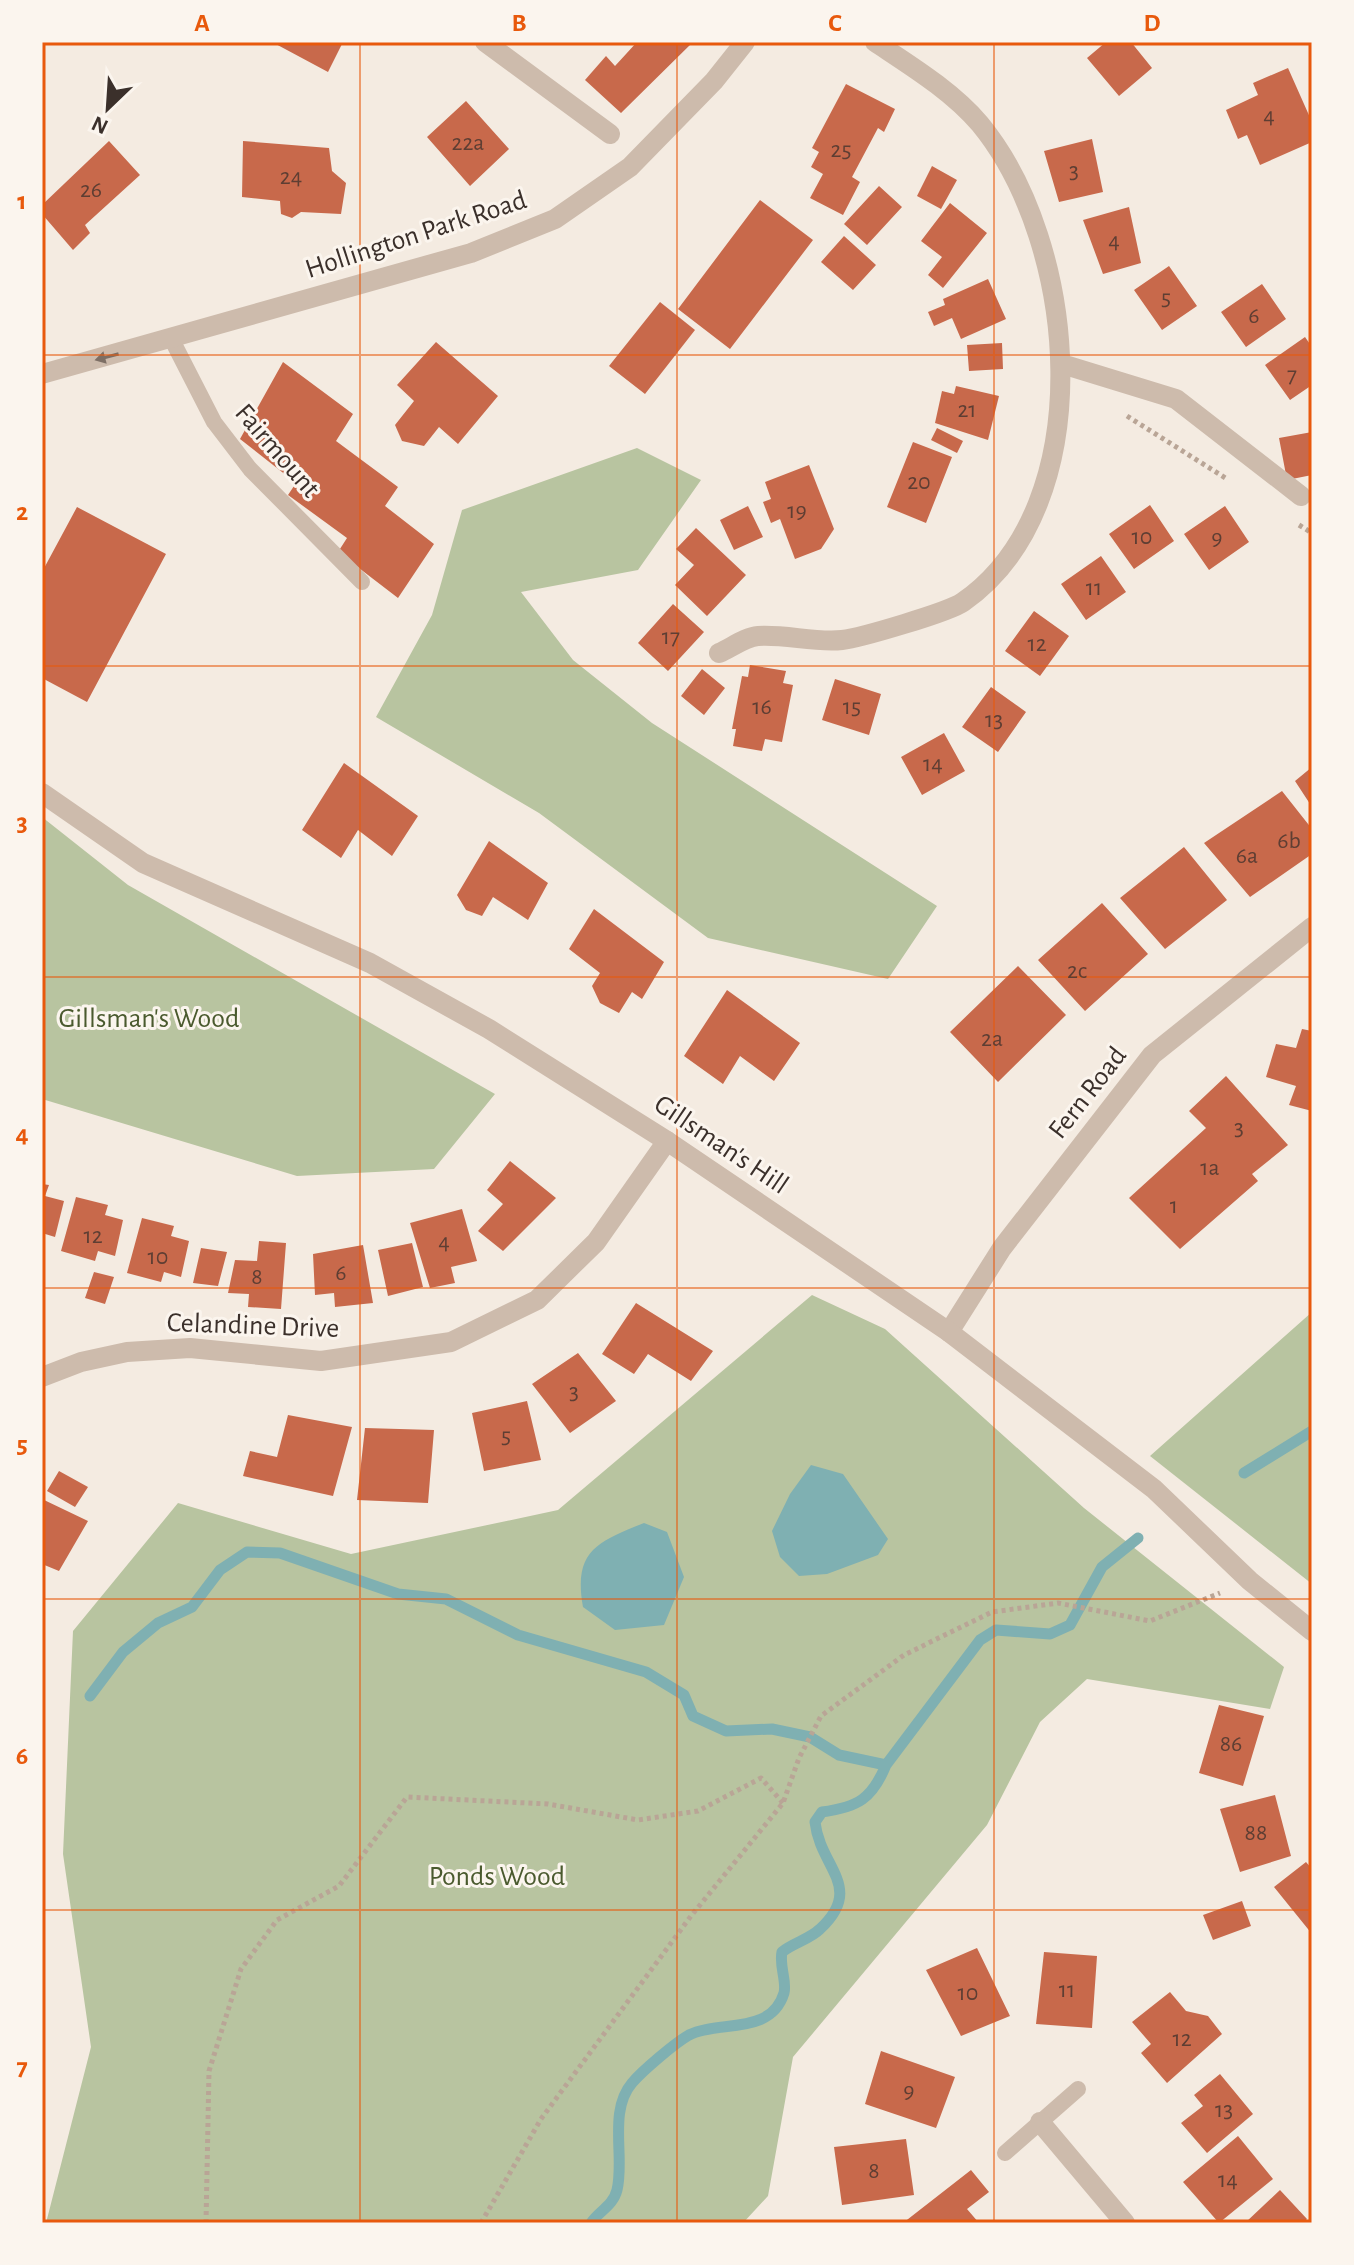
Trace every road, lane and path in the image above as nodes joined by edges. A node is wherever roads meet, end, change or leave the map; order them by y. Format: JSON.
{"nodes":[{"id":1,"x":485,"y":42,"type":"edge"},
{"id":2,"x":745,"y":42,"type":"edge"},
{"id":3,"x":875,"y":42,"type":"edge"},
{"id":4,"x":610,"y":134,"type":"dead end"},
{"id":5,"x":172,"y":340,"type":"junction"},
{"id":6,"x":1062,"y":364,"type":"junction"},
{"id":7,"x":42,"y":374,"type":"edge"},
{"id":8,"x":1114,"y":408,"type":"dead end"},
{"id":9,"x":1233,"y":483,"type":"dead end"},
{"id":10,"x":1301,"y":496,"type":"dead end"},
{"id":11,"x":1286,"y":516,"type":"dead end"},
{"id":12,"x":1312,"y":533,"type":"edge"},
{"id":13,"x":362,"y":582,"type":"dead end"},
{"id":14,"x":719,"y":653,"type":"dead end"},
{"id":15,"x":42,"y":793,"type":"edge"},
{"id":16,"x":1312,"y":927,"type":"edge"},
{"id":17,"x":667,"y":1141,"type":"junction"},
{"id":18,"x":949,"y":1332,"type":"junction"},
{"id":19,"x":42,"y":1377,"type":"edge"},
{"id":20,"x":1250,"y":1581,"type":"junction"},
{"id":21,"x":1312,"y":1631,"type":"edge"},
{"id":22,"x":783,"y":1803,"type":"junction"},
{"id":23,"x":1078,"y":2089,"type":"dead end"},
{"id":24,"x":1040,"y":2122,"type":"junction"},
{"id":25,"x":1005,"y":2153,"type":"dead end"},
{"id":26,"x":206,"y":2223,"type":"edge"},
{"id":27,"x":481,"y":2223,"type":"edge"},
{"id":28,"x":1125,"y":2223,"type":"edge"}],
"edges":[{"from":1,"to":4,"type":"street"},
{"from":2,"to":5,"type":"street","name":"Hollington Park Road"},
{"from":3,"to":6,"type":"street"},
{"from":5,"to":7,"type":"street","name":"Hollington Park Road","one_way":true},
{"from":5,"to":13,"type":"lane","name":"Fairmount"},
{"from":6,"to":10,"type":"street"},
{"from":6,"to":14,"type":"street"},
{"from":8,"to":9,"type":"path"},
{"from":11,"to":12,"type":"path"},
{"from":15,"to":17,"type":"street","name":"Gillsman's Hill"},
{"from":16,"to":18,"type":"street","name":"Fern Road"},
{"from":17,"to":18,"type":"street","name":"Gillsman's Hill"},
{"from":17,"to":19,"type":"street","name":"Celandine Drive"},
{"from":18,"to":20,"type":"street","name":"Gillsman's Hill"},
{"from":20,"to":21,"type":"street","name":"Gillsman's Hill"},
{"from":20,"to":22,"type":"path"},
{"from":22,"to":26,"type":"path"},
{"from":22,"to":27,"type":"path"},
{"from":23,"to":24,"type":"lane"},
{"from":24,"to":25,"type":"lane"},
{"from":24,"to":28,"type":"street"}]}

++++++++++++++++++++

» **Instructions for the task**:
Identify all lines in the records above with the word "Hill".

» **Exercise response**:
{"from":15,"to":17,"type":"street","name":"Gillsman's Hill"},
{"from":17,"to":18,"type":"street","name":"Gillsman's Hill"},
{"from":18,"to":20,"type":"street","name":"Gillsman's Hill"},
{"from":20,"to":21,"type":"street","name":"Gillsman's Hill"},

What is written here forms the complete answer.